De fait, l'équipe d'Envoyé Spécial, n'obtenant pas de réponse à ses demandes d'interviews, s'était approché du château mayennais appartenant au patron de Lactalis, filmant une cuisinière en caméra cachée (qui dit être payée au Smic), puis survolant en avion le vaste domaine de 40 hectares (doté d'un lac, d'une piscine, d'un centre équestre, etc).
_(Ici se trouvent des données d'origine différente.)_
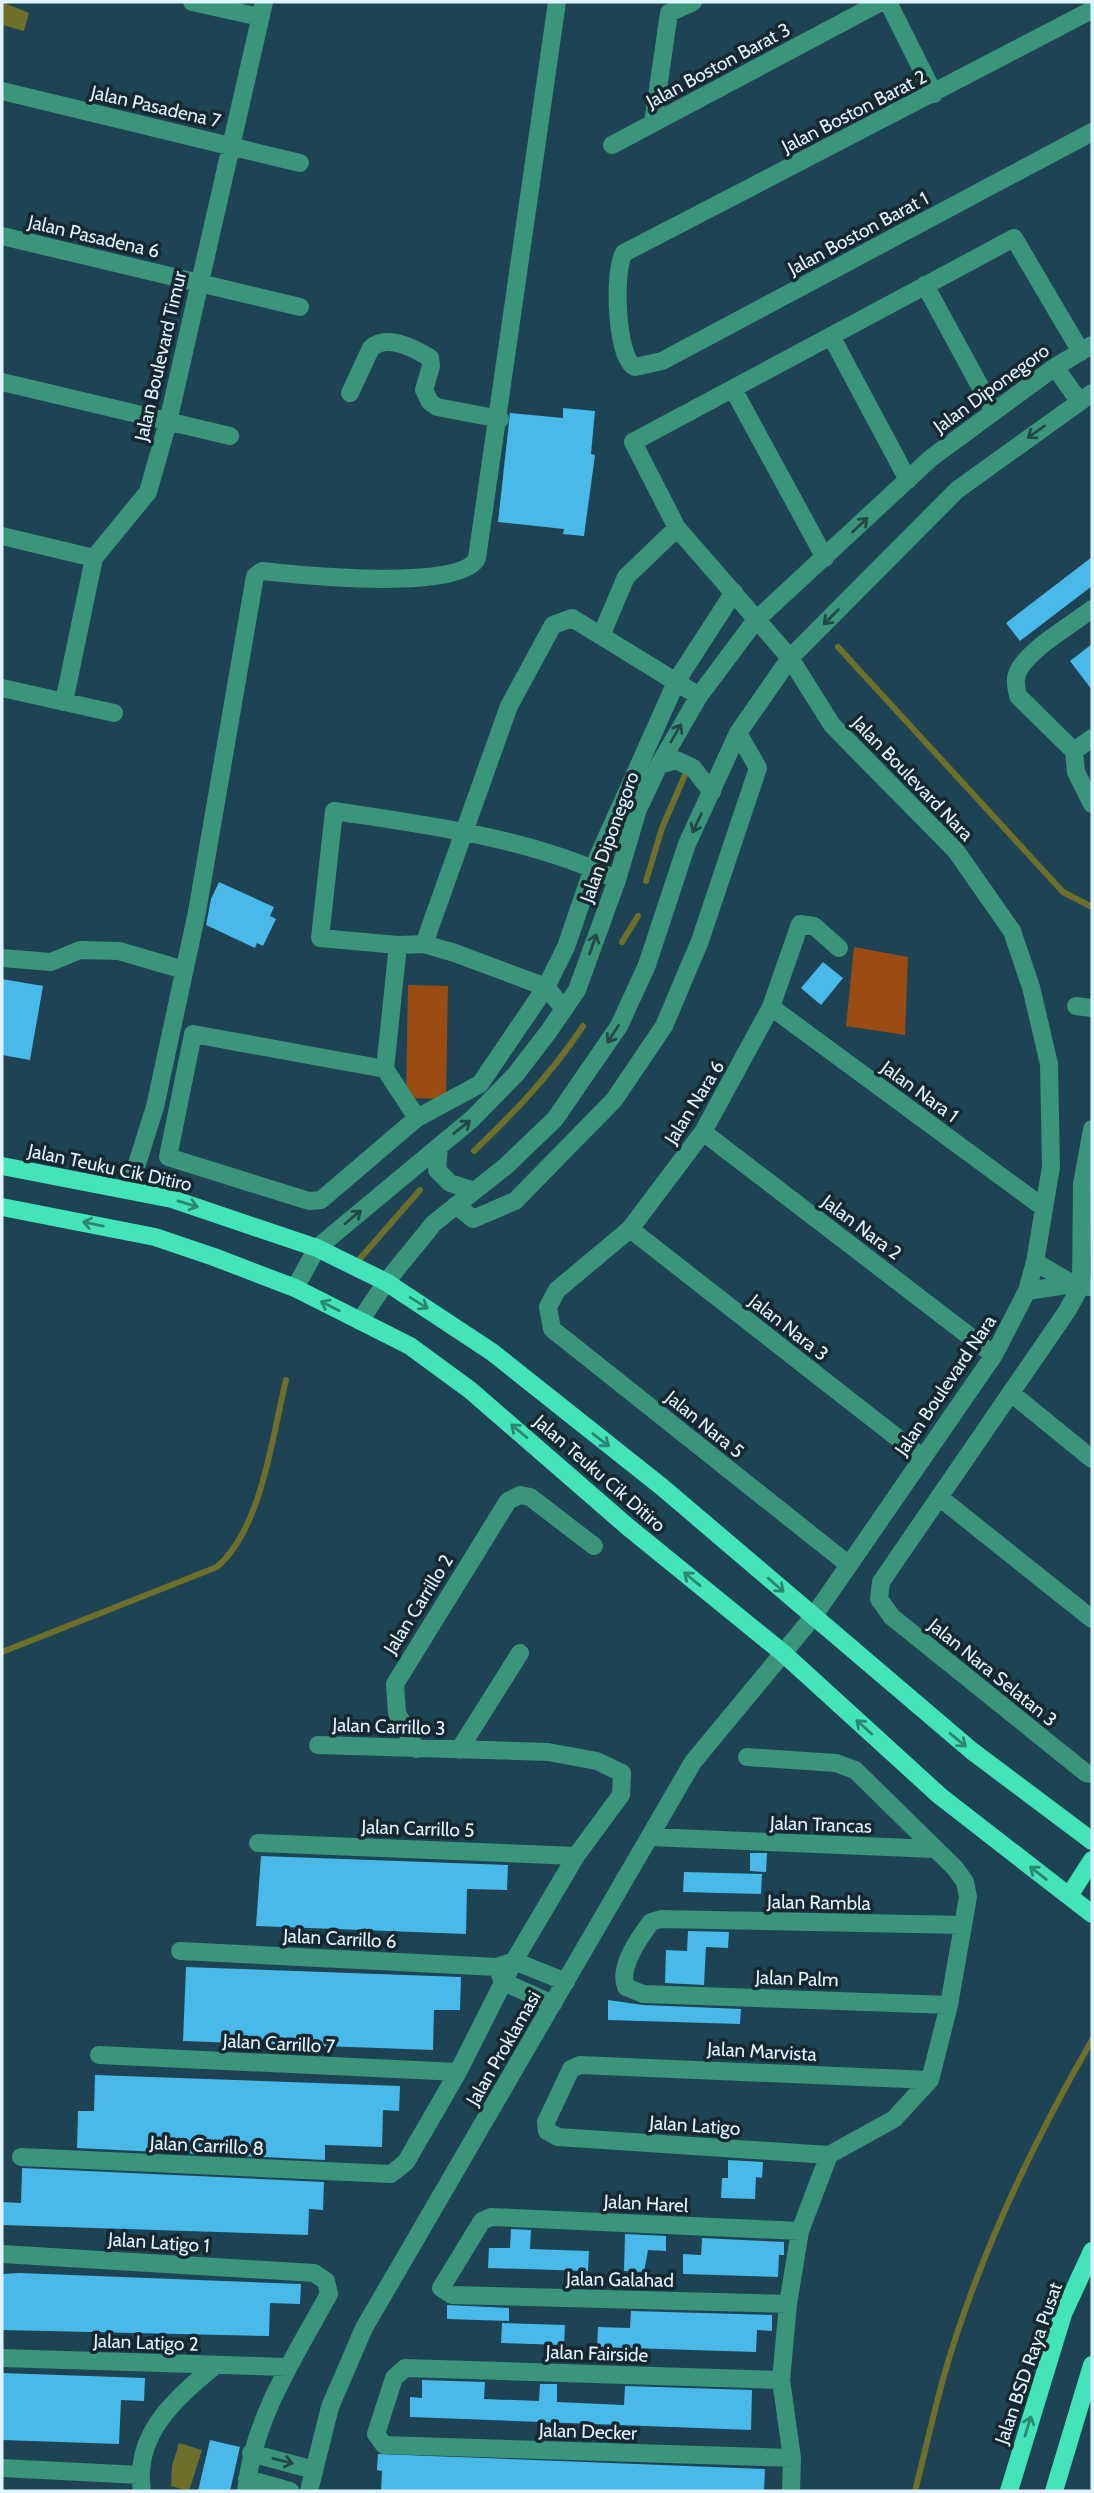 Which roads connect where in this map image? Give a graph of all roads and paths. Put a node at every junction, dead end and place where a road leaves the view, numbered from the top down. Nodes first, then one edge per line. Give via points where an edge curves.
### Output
1 (192, 2) edge
2 (557, 2) edge
3 (693, 2) edge
4 (881, 2) edge
5 (887, 2) edge
6 (262, 9) edge
7 (1092, 10) edge
8 (2, 91) edge
9 (934, 94) junction
10 (653, 123) junction
11 (1092, 132) edge
12 (612, 145) dead end
13 (230, 146) junction
14 (300, 163) dead end
15 (2, 236) edge
16 (199, 283) junction
17 (925, 285) junction
18 (300, 307) dead end
19 (831, 336) junction
20 (1087, 348) edge
21 (1055, 367) junction
22 (642, 368) joint
23 (2, 382) edge
24 (733, 389) junction
25 (350, 393) dead end
26 (1085, 397) edge
27 (994, 412) junction
28 (500, 419) junction
29 (167, 422) junction
30 (230, 436) dead end
31 (908, 480) junction
32 (677, 528) junction
33 (2, 536) edge
34 (94, 558) junction
35 (825, 558) junction
36 (734, 592) junction
37 (1092, 610) edge
38 (755, 621) junction
39 (601, 636) junction
40 (790, 658) junction
41 (677, 680) junction
42 (2, 688) edge
43 (699, 696) junction
44 (64, 702) junction
45 (114, 713) dead end
46 (738, 733) junction
47 (1092, 738) edge
48 (1074, 751) junction
49 (659, 765) junction
50 (712, 792) junction
51 (1092, 804) edge
52 (465, 831) junction
53 (593, 868) junction
54 (617, 880) junction
55 (424, 944) junction
56 (398, 945) junction
57 (839, 948) dead end
58 (2, 958) edge
59 (184, 970) junction
60 (546, 987) junction
61 (771, 1007) junction
62 (564, 1009) junction
63 (385, 1069) junction
64 (417, 1118) junction
65 (703, 1132) junction
66 (1091, 1136) edge
67 (439, 1146) junction
68 (2, 1166) edge
69 (129, 1189) junction
70 (474, 1191) junction
71 (456, 1205) junction
72 (2, 1207) edge
73 (1044, 1208) junction
74 (630, 1230) junction
75 (317, 1248) junction
76 (1035, 1262) junction
77 (386, 1282) junction
78 (1082, 1286) edge
79 (295, 1288) junction
80 (1027, 1291) junction
81 (548, 1307) joint
82 (360, 1321) junction
83 (994, 1355) junction
84 (1011, 1393) junction
85 (922, 1457) junction
86 (1092, 1459) edge
87 (939, 1497) junction
88 (594, 1546) dead end
89 (849, 1565) junction
90 (813, 1617) junction
91 (1092, 1619) edge
92 (520, 1653) dead end
93 (783, 1653) junction
94 (318, 1745) dead end
95 (416, 1749) junction
96 (459, 1750) junction
97 (747, 1758) dead end
98 (1089, 1773) edge
99 (650, 1837) junction
100 (1092, 1841) edge
101 (258, 1843) dead end
102 (934, 1849) junction
103 (576, 1856) junction
104 (1092, 1860) edge
105 (1069, 1896) junction
106 (1092, 1914) edge
107 (963, 1925) junction
108 (180, 1951) dead end
109 (505, 1970) junction
110 (566, 1982) junction
111 (643, 1994) joint
112 (553, 2004) junction
113 (949, 2005) junction
114 (99, 2055) dead end
115 (458, 2072) junction
116 (930, 2080) junction
117 (558, 2137) joint
118 (830, 2155) junction
119 (21, 2157) dead end
120 (800, 2231) junction
121 (1092, 2251) edge
122 (2, 2254) edge
123 (452, 2295) joint
124 (788, 2304) junction
125 (2, 2358) edge
126 (216, 2365) junction
127 (1092, 2365) edge
128 (288, 2367) junction
129 (781, 2380) junction
130 (384, 2445) joint
131 (251, 2453) junction
132 (792, 2458) junction
133 (2, 2468) edge
134 (314, 2470) junction
135 (141, 2483) edge
136 (247, 2485) edge
137 (290, 2491) edge
138 (309, 2491) edge
139 (791, 2491) edge
140 (1009, 2491) edge
141 (1054, 2491) edge

1 - 6 street
2 - 28 street
3 - 10 street via 669,13
4 - 10 street, Jalan Boston Barat 3
5 - 9 street
6 - 13 street, Jalan Boulevard Timur
7 - 9 street, Jalan Boston Barat 2
8 - 13 street, Jalan Pasadena 7
9 - 22 street, Jalan Boston Barat 2 via 624,253 618,265 618,287 625,356 629,365
10 - 12 street, Jalan Boston Barat 3
11 - 22 street, Jalan Boston Barat 1
13 - 14 street, Jalan Pasadena 7
13 - 16 street, Jalan Boulevard Timur
15 - 16 street, Jalan Pasadena 6
16 - 18 street, Jalan Pasadena 6
16 - 29 street, Jalan Boulevard Timur
17 - 19 street
17 - 20 street via 1014,238
17 - 27 street
19 - 24 street
19 - 31 street
20 - 21 street, Jalan Diponegoro
21 - 26 street
21 - 27 street, Jalan Diponegoro
23 - 29 street
24 - 32 street, Jalan Boulevard Nara via 633,442
24 - 35 street
25 - 28 street via 371,348 389,341 430,358 424,390 437,407
26 -> 40 street via 957,490
27 - 31 street, Jalan Diponegoro
28 - 59 street via 477,558 470,569 417,580 262,571 255,576
29 - 30 street
29 - 34 street, Jalan Boulevard Timur via 148,492
35 -> 31 street, Jalan Diponegoro
32 - 36 street, Jalan Boulevard Nara
32 - 39 street via 626,577
33 - 34 street
34 - 44 street, Jalan Boulevard Timur
35 - 38 street, Jalan Diponegoro
36 - 38 street, Jalan Boulevard Nara
36 - 41 street
37 - 48 street via 1040,648 1017,675 1018,696
38 - 40 street, Jalan Boulevard Nara
38 - 43 street, Jalan Diponegoro
39 - 41 street
39 - 52 street via 572,618 553,625 509,706
40 - 46 street
40 - 73 street, Jalan Boulevard Nara via 832,725 956,851 1012,931 1049,1064 1051,1167
41 - 43 street
41 - 53 street
42 - 44 street
49 -> 43 street, Jalan Diponegoro
44 - 45 street
46 - 50 street
46 - 71 street via 758,768 700,941 664,1026 614,1100 515,1201 473,1219
47 - 48 street
48 - 51 street via 1076,772
49 - 50 street via 676,760 693,768
49 - 54 street, Jalan Diponegoro via 638,809
50 -> 70 street via 687,844 647,965 619,1026 555,1119
52 - 53 street
52 - 55 street
52 - 56 street via 334,811 320,938
53 - 54 street
53 - 60 street via 566,947
62 -> 54 street, Jalan Diponegoro via 577,990
55 - 56 street
55 - 60 street
56 - 63 street
57 - 61 street, Jalan Nara 6 via 814,926 800,924
58 - 59 street via 51,962 80,950 119,951
59 - 69 street via 155,1107
60 - 62 street
60 - 64 street via 480,1084
61 - 65 street, Jalan Nara 6
61 - 73 street, Jalan Nara 1
67 -> 62 street, Jalan Diponegoro via 516,1074
63 - 64 street
63 - 64 street via 193,1034 168,1157 309,1201 321,1200
65 - 74 street, Jalan Nara 6
65 - 83 street, Jalan Nara 2
66 - 78 street via 1082,1184
67 - 70 street via 437,1170 450,1183
75 -> 67 street, Jalan Diponegoro
68 - 69 main road, Jalan Teuku Cik Ditiro
69 -> 75 main road, Jalan Teuku Cik Ditiro via 228,1216
70 - 71 street
71 - 77 street
79 -> 72 main road, Jalan Teuku Cik Ditiro via 155,1237
73 - 76 street, Jalan Boulevard Nara
74 - 81 street, Jalan Nara 6 via 557,1290
74 - 85 street, Jalan Nara 3
75 - 77 main road, Jalan Teuku Cik Ditiro
75 - 79 street, Jalan Diponegoro
76 - 78 street
76 - 80 street, Jalan Boulevard Nara
77 - 82 street
77 -> 90 main road, Jalan Teuku Cik Ditiro via 492,1352 662,1487
78 - 80 street
78 - 84 street
82 -> 79 main road, Jalan Teuku Cik Ditiro
80 - 83 street, Jalan Boulevard Nara
81 - 89 street, Jalan Nara 5 via 552,1329
93 -> 82 main road, Jalan Teuku Cik Ditiro via 470,1390 410,1346
83 - 85 street, Jalan Boulevard Nara
84 - 86 street
84 - 87 street
85 - 89 street, Jalan Boulevard Nara
87 - 91 street
87 - 98 street, Jalan Nara Selatan 3 via 881,1582 879,1599 892,1617
88 - 95 street, Jalan Carrillo 2 via 530,1497 520,1495 508,1501 400,1672 394,1701
89 - 90 street, Jalan Boulevard Nara
90 - 93 street, Jalan Boulevard Nara
90 -> 100 main road, Jalan Teuku Cik Ditiro via 972,1751
92 - 96 street, Jalan Carrillo 3
93 - 99 street, Jalan Proklamasi via 693,1762
105 -> 93 main road, Jalan Teuku Cik Ditiro via 940,1796
94 - 95 street, Jalan Carrillo 3
95 - 96 street, Jalan Carrillo 3
96 - 103 street, Jalan Carrillo 3 via 548,1752 612,1766 622,1773 621,1795
97 - 102 street via 836,1763 855,1770
99 - 102 street, Jalan Trancas
99 - 110 street, Jalan Proklamasi
101 - 103 street, Jalan Carrillo 5
102 - 107 street via 965,1882 968,1897
103 - 109 street
104 - 105 main road
105 - 106 main road, Jalan Teuku Cik Ditiro
107 - 111 street, Jalan Rambla via 651,1922 623,1978 626,1987
107 - 113 street
108 - 109 street, Jalan Carrillo 6
109 - 110 street
109 - 112 street
109 - 115 street
110 - 112 street, Jalan Proklamasi
111 - 113 street, Jalan Palm
112 - 134 street, Jalan Proklamasi via 365,2328 330,2407
113 - 116 street
114 - 115 street, Jalan Carrillo 7
115 - 119 street, Jalan Carrillo 8 via 406,2162 391,2174
116 - 117 street, Jalan Marvista via 580,2065 571,2069 546,2122 547,2131
116 - 118 street via 894,2119
117 - 118 street, Jalan Latigo
118 - 120 street
120 - 123 street, Jalan Harel via 491,2217 482,2221 442,2282 441,2288
120 - 124 street
140 -> 121 main road, Jalan BSD Raya Pusat via 1063,2314
122 - 128 street, Jalan Latigo 1 via 314,2273 326,2281 329,2294
123 - 124 street, Jalan Galahad
124 - 129 street
125 - 126 street, Jalan Latigo 2
126 - 128 street, Jalan Latigo 2
126 - 135 street via 179,2394 149,2434
127 - 141 main road
128 - 131 street
129 - 130 street, Jalan Fairside via 411,2368 400,2370 394,2378 376,2434
129 - 132 street
130 - 132 street, Jalan Decker
131 -> 134 street
131 - 136 street
132 - 139 street
133 - 135 street
134 - 138 street, Jalan Proklamasi
136 - 137 street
Si ce sont ces images que le tribunal a spécifiquement pointé du doigt, c'est tout le reportage qui a énervé la direction du groupe laitier, qui estime qu'il « vient malheureusement couronner près de deux mois d’une intense campagne de dénigrement engagée à l’encontre du Groupe, accumule les contrevérités et les amalgames, en voulant faire croire aux téléspectateurs que Lactalis est responsable de la crise de la production laitière et des difficultés rencontrées par les producteurs ». Et de dénoncer une « présentation fallacieuse [qui] constitue une désinformation inacceptable ».
Pour le spectateur, ce qui est inacceptable, ce serait plutôt de voir, comme l'explique le reportage qu'un groupe familial opaque (il ne publie pas ses comptes), qui fait 17 milliards d'euros de chiffres d'affaires (en 2011, les bénéfices s'élevaient à 330 millions d'euros selon Envoyé Spécial), semble se contrefiche de prendre à la gorge les petits producteurs de lait.
Le sujet est fondé sur la résistance de trois agriculteurs, qui cherchent à faire front commun pour échapper au contrat illisible que leur propose Lactalis (« c'est fait exprès pour qu'on se mélange les pinceaux »), au prix du litre acheté à 29 centimes (alors qu'en-dessous de 34 centimes ils vendent à perte) et à un système tellement pernicieux que, s'ils produisent plus que prévu, c'est à eux de payer le surplus... que Lactalis va quand même collecter, transformer et vendre !
L'un des agriculteurs explique ainsi son ras-le-bol : « Je ne supporte plus d'être pris pour un esclave tout juste bon pour travailler, et à qui on donnera les miettes s'il en reste, et surtout si on a envie d'en donner ». Lui a décidé de ne plus acheter de produits Lactalis (Président, Rouy, Lepetit, Lanquetot, Bridélight... ou encore, en joint venture avec Nestlé, La Laitière, Yoco, Flanby, Sveltesse...), et incite les consommateurs à faire de même.
En plus du jugement en référé, Lactalis indique qu'il compte poursuivre France 2 « pour obtenir réparation » face à des propos jugés « diffamatoires ». En attendant, il n'est donc plus possible de voir ce numéro d'Envoyé Spécial, sauf à bien chercher sur Youtube. Et à condition de se dépêcher.